Outre cet aspect purement administratif, les officiers d’état civil se retrouvent parfois dans une situation délicate face à des usagers qui souhaitent par exemple effectuer cette cérémonie de parrainage pour un adulte ou pour une personne sous tutelle ou curatelle. Dans ces cas, ils n’ont aucun moyen d’expliquer la raison d’un éventuel refus à part d’évoquer la décision du maire qui peut parfois être perçue, par les administrés, comme une discrimination.

Enfin, malgré ces nombreuses différences, il est important de souligner qu’il existe tout de même un point sur lequel toutes les mairies s’accordent : le discours tenu aux parents pour expliquer l’objectif de ce parrainage républicain. Ainsi, toutes insistent sur le caractère purement formel et donc symbolique de ce parrainage et sur son absence de valeur juridique. Certains parents sont, d’ailleurs, surpris par cette révélation car en règle générale, le passage devant le maire revêt un caractère officiel ! C’est pourquoi, il est d’autant plus important d’insister sur le fait que les parrains et/ou marraines désignés par ce biais, n’auront, en cas de décès des parents, aucun droit sur les enfants puisqu’aux yeux de la loi, le parrainage républicain n’a aucune valeur. D’ailleurs, conformément à l’article 403 du Code civil, seul le choix d’un tuteur fait par testament ou déclaration spéciale auprès d’un notaire par les parents a une valeur juridique.

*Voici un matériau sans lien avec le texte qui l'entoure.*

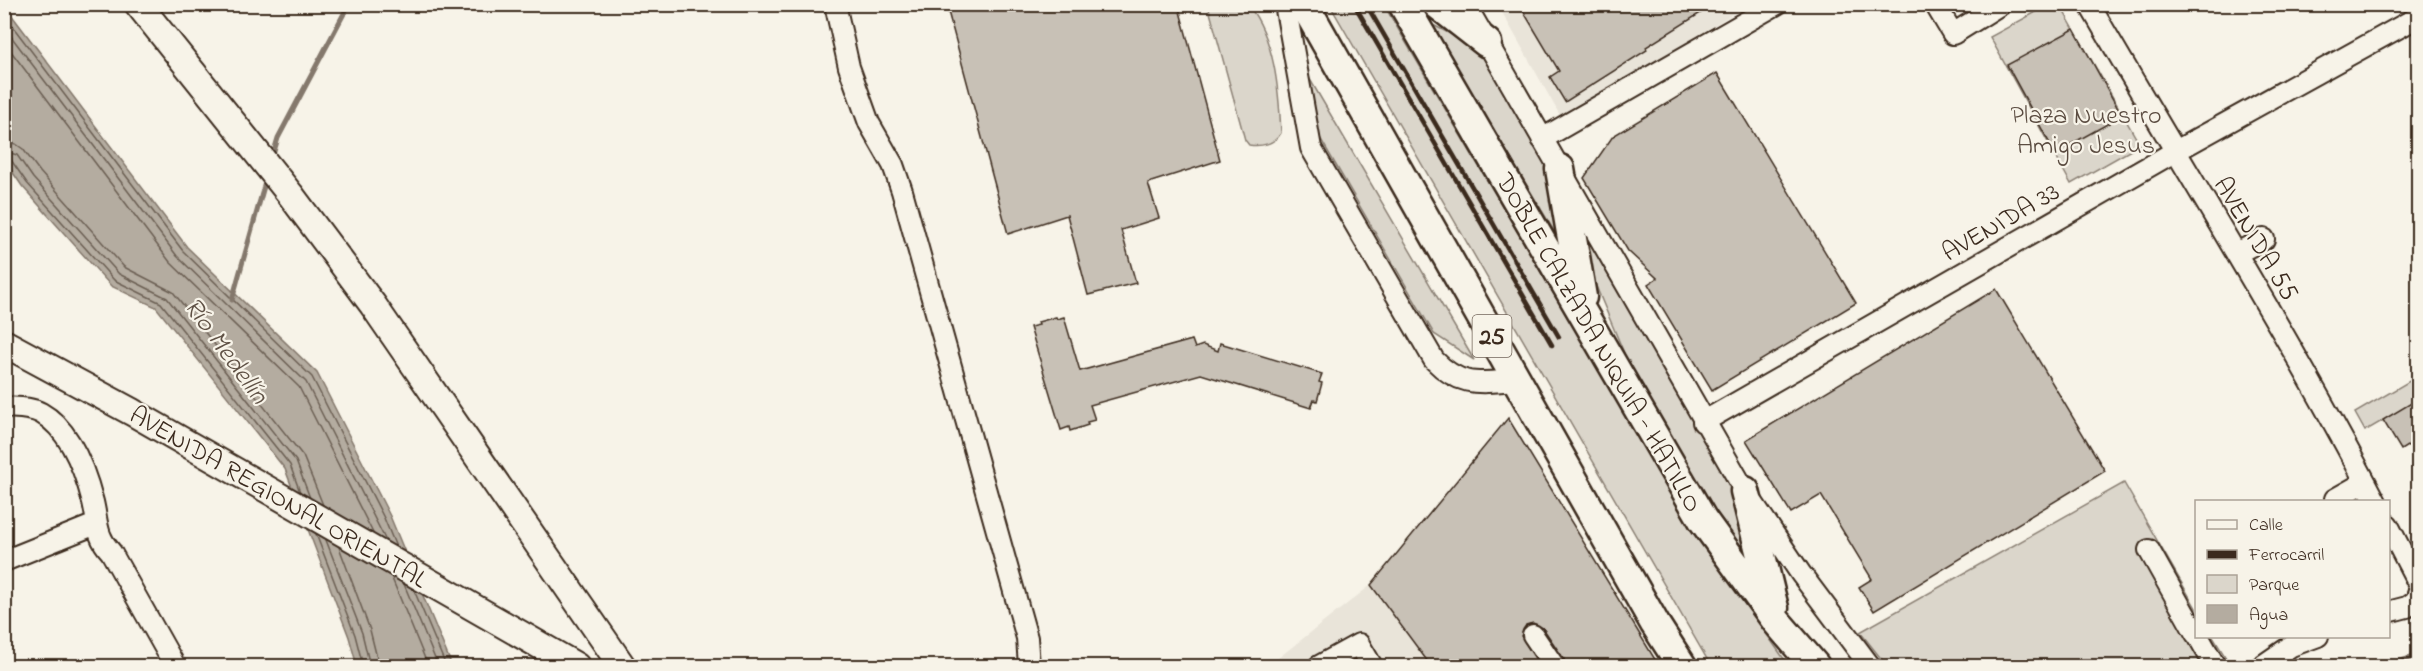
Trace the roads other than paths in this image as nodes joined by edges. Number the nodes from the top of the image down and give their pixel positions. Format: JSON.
{"nodes":[{"id":1,"x":138,"y":4,"type":"edge"},
{"id":2,"x":835,"y":4,"type":"edge"},
{"id":3,"x":1285,"y":4,"type":"edge"},
{"id":4,"x":1304,"y":4,"type":"edge"},
{"id":5,"x":1403,"y":4,"type":"edge"},
{"id":6,"x":1437,"y":4,"type":"edge"},
{"id":7,"x":1465,"y":4,"type":"edge"},
{"id":8,"x":1777,"y":4,"type":"edge"},
{"id":9,"x":1935,"y":4,"type":"edge"},
{"id":10,"x":2001,"y":4,"type":"edge"},
{"id":11,"x":2089,"y":4,"type":"edge"},
{"id":12,"x":2418,"y":17,"type":"edge"},
{"id":13,"x":1487,"y":43,"type":"junction"},
{"id":14,"x":1542,"y":139,"type":"junction"},
{"id":15,"x":2174,"y":152,"type":"junction"},
{"id":16,"x":1560,"y":169,"type":"junction"},
{"id":17,"x":2264,"y":239,"type":"dead end"},
{"id":18,"x":2237,"y":253,"type":"junction"},
{"id":19,"x":1585,"y":314,"type":"junction"},
{"id":20,"x":4,"y":342,"type":"edge"},
{"id":21,"x":1518,"y":380,"type":"junction"},
{"id":22,"x":4,"y":407,"type":"edge"},
{"id":23,"x":1703,"y":422,"type":"junction"},
{"id":24,"x":2365,"y":482,"type":"junction"},
{"id":25,"x":1745,"y":491,"type":"junction"},
{"id":26,"x":2335,"y":499,"type":"dead end"},
{"id":27,"x":2375,"y":500,"type":"edge"},
{"id":28,"x":96,"y":524,"type":"junction"},
{"id":29,"x":2390,"y":529,"type":"edge"},
{"id":30,"x":2149,"y":550,"type":"dead end"},
{"id":31,"x":4,"y":561,"type":"edge"},
{"id":32,"x":2418,"y":583,"type":"edge"},
{"id":33,"x":2418,"y":593,"type":"edge"},
{"id":34,"x":2390,"y":611,"type":"edge"},
{"id":35,"x":1777,"y":622,"type":"junction"},
{"id":36,"x":2195,"y":631,"type":"edge"},
{"id":37,"x":1533,"y":635,"type":"dead end"},
{"id":38,"x":2199,"y":638,"type":"edge"},
{"id":39,"x":2313,"y":638,"type":"edge"},
{"id":40,"x":175,"y":666,"type":"edge"},
{"id":41,"x":576,"y":666,"type":"edge"},
{"id":42,"x":622,"y":666,"type":"edge"},
{"id":43,"x":1029,"y":666,"type":"edge"},
{"id":44,"x":1319,"y":666,"type":"edge"},
{"id":45,"x":1372,"y":666,"type":"edge"},
{"id":46,"x":1554,"y":666,"type":"edge"},
{"id":47,"x":1682,"y":666,"type":"edge"},
{"id":48,"x":1815,"y":666,"type":"edge"},
{"id":49,"x":1870,"y":666,"type":"edge"},
{"id":50,"x":2215,"y":666,"type":"edge"},
{"id":51,"x":2262,"y":666,"type":"edge"}],
"edges":[{"from":1,"to":42,"type":"main road"},
{"from":2,"to":43,"type":"street"},
{"from":3,"to":21,"type":"street"},
{"from":4,"to":21,"type":"highway","number":"25"},
{"from":5,"to":19,"type":"highway","name":"DOBLE CALZADA NIQUIA - HATILLO"},
{"from":6,"to":13,"type":"highway"},
{"from":7,"to":13,"type":"street"},
{"from":8,"to":14,"type":"street"},
{"from":9,"to":10,"type":"street"},
{"from":11,"to":15,"type":"street","name":"AVENIDA 55"},
{"from":12,"to":15,"type":"street","name":"AVENIDA 33"},
{"from":13,"to":14,"type":"street"},
{"from":14,"to":16,"type":"street"},
{"from":15,"to":18,"type":"street","name":"AVENIDA 55"},
{"from":15,"to":23,"type":"street","name":"AVENIDA 33"},
{"from":16,"to":19,"type":"highway"},
{"from":16,"to":23,"type":"street"},
{"from":17,"to":18,"type":"street"},
{"from":18,"to":24,"type":"street","name":"AVENIDA 55"},
{"from":19,"to":35,"type":"highway","name":"DOBLE CALZADA NIQUIA - HATILLO"},
{"from":20,"to":41,"type":"main road","name":"AVENIDA REGIONAL ORIENTAL"},
{"from":21,"to":47,"type":"highway","number":"25"},
{"from":22,"to":28,"type":"street"},
{"from":23,"to":25,"type":"street"},
{"from":24,"to":26,"type":"street"},
{"from":24,"to":27,"type":"street","name":"AVENIDA 55"},
{"from":25,"to":35,"type":"highway"},
{"from":25,"to":49,"type":"street"},
{"from":28,"to":31,"type":"street"},
{"from":28,"to":40,"type":"street"},
{"from":29,"to":32,"type":"street"},
{"from":30,"to":36,"type":"street"},
{"from":33,"to":34,"type":"street"},
{"from":35,"to":48,"type":"highway","name":"DOBLE CALZADA NIQUIA - HATILLO"},
{"from":37,"to":46,"type":"street"},
{"from":38,"to":50,"type":"street"},
{"from":39,"to":51,"type":"street"},
{"from":44,"to":45,"type":"street"}]}
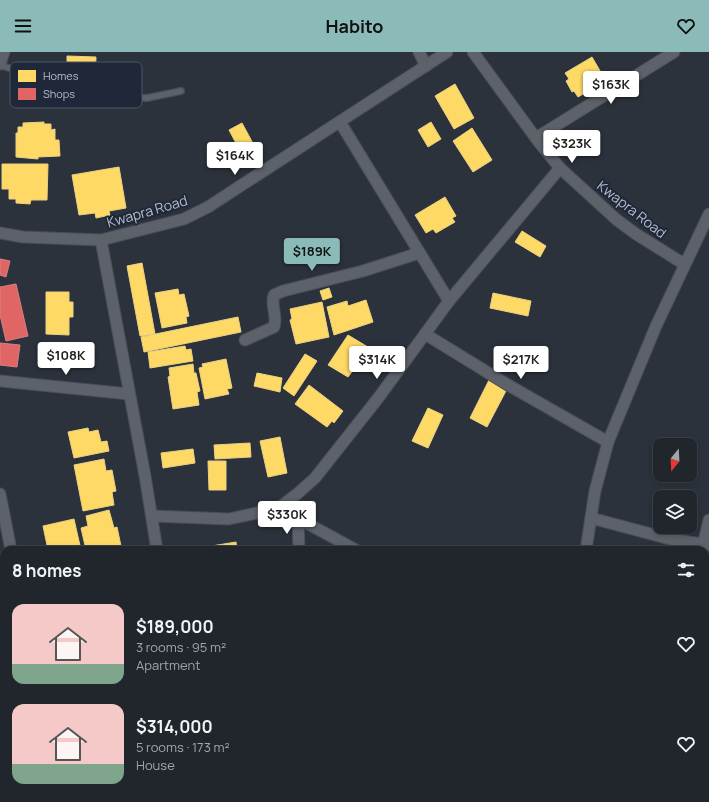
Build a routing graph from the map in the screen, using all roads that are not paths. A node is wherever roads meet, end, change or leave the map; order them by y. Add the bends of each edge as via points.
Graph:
1 (4, 52) edge
2 (419, 52) edge
3 (447, 52) edge
4 (472, 52) edge
5 (674, 52) edge
6 (0, 64) edge
7 (426, 66) junction
8 (10, 68) edge
9 (181, 91) dead end
10 (142, 98) edge
11 (340, 122) junction
12 (536, 138) junction
13 (560, 168) junction
14 (709, 214) edge
15 (0, 233) edge
16 (100, 240) junction
17 (419, 253) junction
18 (684, 264) junction
19 (449, 301) junction
20 (425, 334) junction
21 (245, 340) dead end
22 (0, 381) edge
23 (130, 394) junction
24 (608, 442) junction
25 (0, 494) edge
26 (279, 508) junction
27 (152, 516) junction
28 (591, 518) junction
29 (298, 519) junction
30 (709, 520) edge
31 (706, 545) edge
32 (10, 546) edge
33 (156, 546) edge
34 (300, 546) edge
35 (349, 546) edge
36 (587, 546) edge

1 - 6 street
2 - 7 street
3 - 7 street, Kwapra Road
4 - 12 street, Kwapra Road
5 - 12 street
6 - 8 lane
7 - 11 street, Kwapra Road
9 - 10 lane
11 - 16 street, Kwapra Road via 208,207 184,219
11 - 17 street
12 - 13 street, Kwapra Road
13 - 18 street, Kwapra Road via 604,210
13 - 19 street
14 - 18 street
15 - 16 street, Kwapra Road via 23,238
16 - 23 street
17 - 19 street
17 - 21 street via 274,295 274,327
18 - 24 street
19 - 20 street
20 - 24 street
20 - 26 street via 380,397 315,478
22 - 23 street
23 - 27 street
24 - 28 street
25 - 32 street
26 - 27 street via 229,519
26 - 29 street
27 - 33 street
28 - 31 street via 670,540
28 - 36 street
29 - 34 street
29 - 35 street
30 - 31 street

Toutefois, certains cas de jurisprudence démontrent que le parrainage civil peut orienter le juge dans sa décision finale puisqu’à titre d’exemple, la chambre de la famille de la cour d’appel de Rouen a accordé dans un arrêt en date du 28 février 2008 un droit de visite au parrain et à la marraine au vu des liens forts qu’ils avaient avec l’enfant depuis plusieurs années. Il peut également être pris en considération par le juge des tutelles lors de la constitution des membres du conseil de famille ou encore lors de la désignation d’un tuteur lorsqu’il s’intègre dans un faisceau d’indices. Ainsi, bien que l’engagement des parrains et ou marraines soit symbolique, le parrainage civil peut être un élément démontrant le lien entre l’enfant et des tiers.

Force est de constater qu’il serait urgent que le législateur se penche sur cette démarche pour, d’une part, offrir aux citoyens un document officiel et, d’autre part, proposer une procédure claire aux officiers d’état civil. En effet, ce libre arbitre engendre parfois des interprétations surprenantes puisque dans certaines communes le parrainage républicain permet de nommer un parrain ou une marraine aux personnes en situation précaire et sans-papiers, l’objectif étant de mettre en relation un citoyen français et un résident étranger. Le parrainage républicain revêt, dans ce cas, une dimension politique étrangère au fondement initialement pensé par Robespierre.